About 2,500 churches from more than 100 denominations have taken part in the Forty Days campaign thus far. Under a carefully crafted format, they set up study groups in which people read a chapter a day of "The Purpose-Driven Life," keep journals and hold weekly discussions.
In an unusual addition, the churches gear virtually all of their congregational activities -- the Sunday sermon and music, the Scripture focus, prayers, even e-mails -- to each week's theme.
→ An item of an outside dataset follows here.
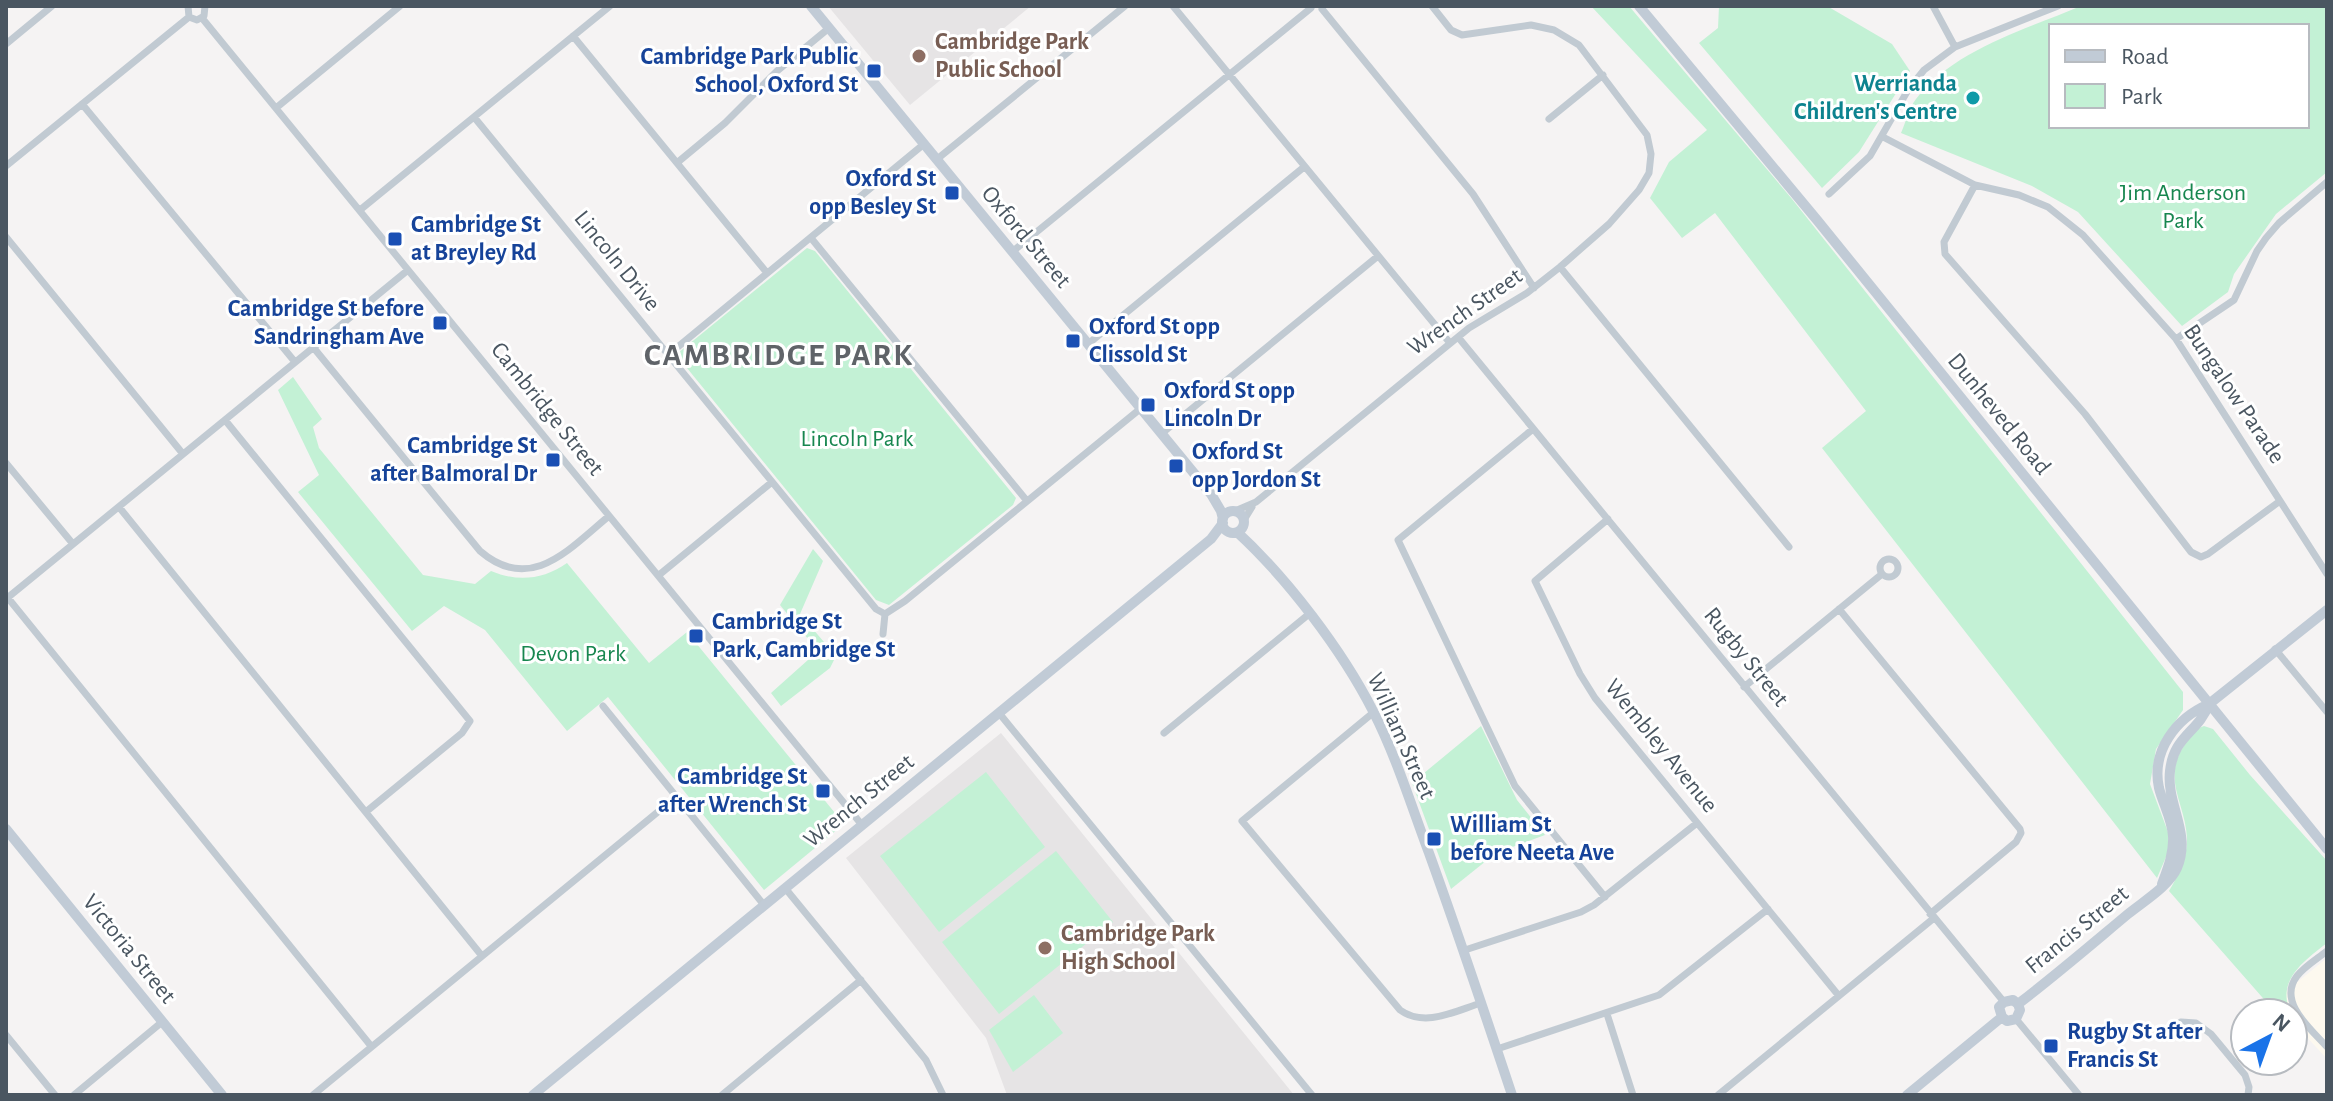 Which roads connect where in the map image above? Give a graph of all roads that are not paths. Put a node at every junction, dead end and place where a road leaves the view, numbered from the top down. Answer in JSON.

Mr. Warren, a Southern Baptist and pastor of the 13,000-member Saddleback Church near San Diego, launched the Forty Days program in October with a satellite sermon to an estimated 500,000 people in 1,500 participating churches. About 1,000 more churches signed up for the spring session, which is now under way, and a third session is planned for October.
Scott Thumma of the Hartford Institute for Religion Research in Connecticut said the book is a savvy amalgam of elements from the liturgical churches, such as themed readings and hymns, and from the evangelical churches, such as group Bible-reading intensives.
'User-friendly' doctrine
Larry Gilbert, director of the Church Growth Institute based in Elkton, Md., said Mr. Warren -- author of a previous best-seller, "The Purpose-Driven Church" -- is a master marketer "who would be Lee Iacocca" if he were in industry.
Mr. Warren has presented core Christian doctrine in a "multidenominational" way and made it "user-friendly," Gilbert said, "which means, in the church market, that the common guy can understand it. People are looking for application today: 'How does this affect me?' He's got something that works there."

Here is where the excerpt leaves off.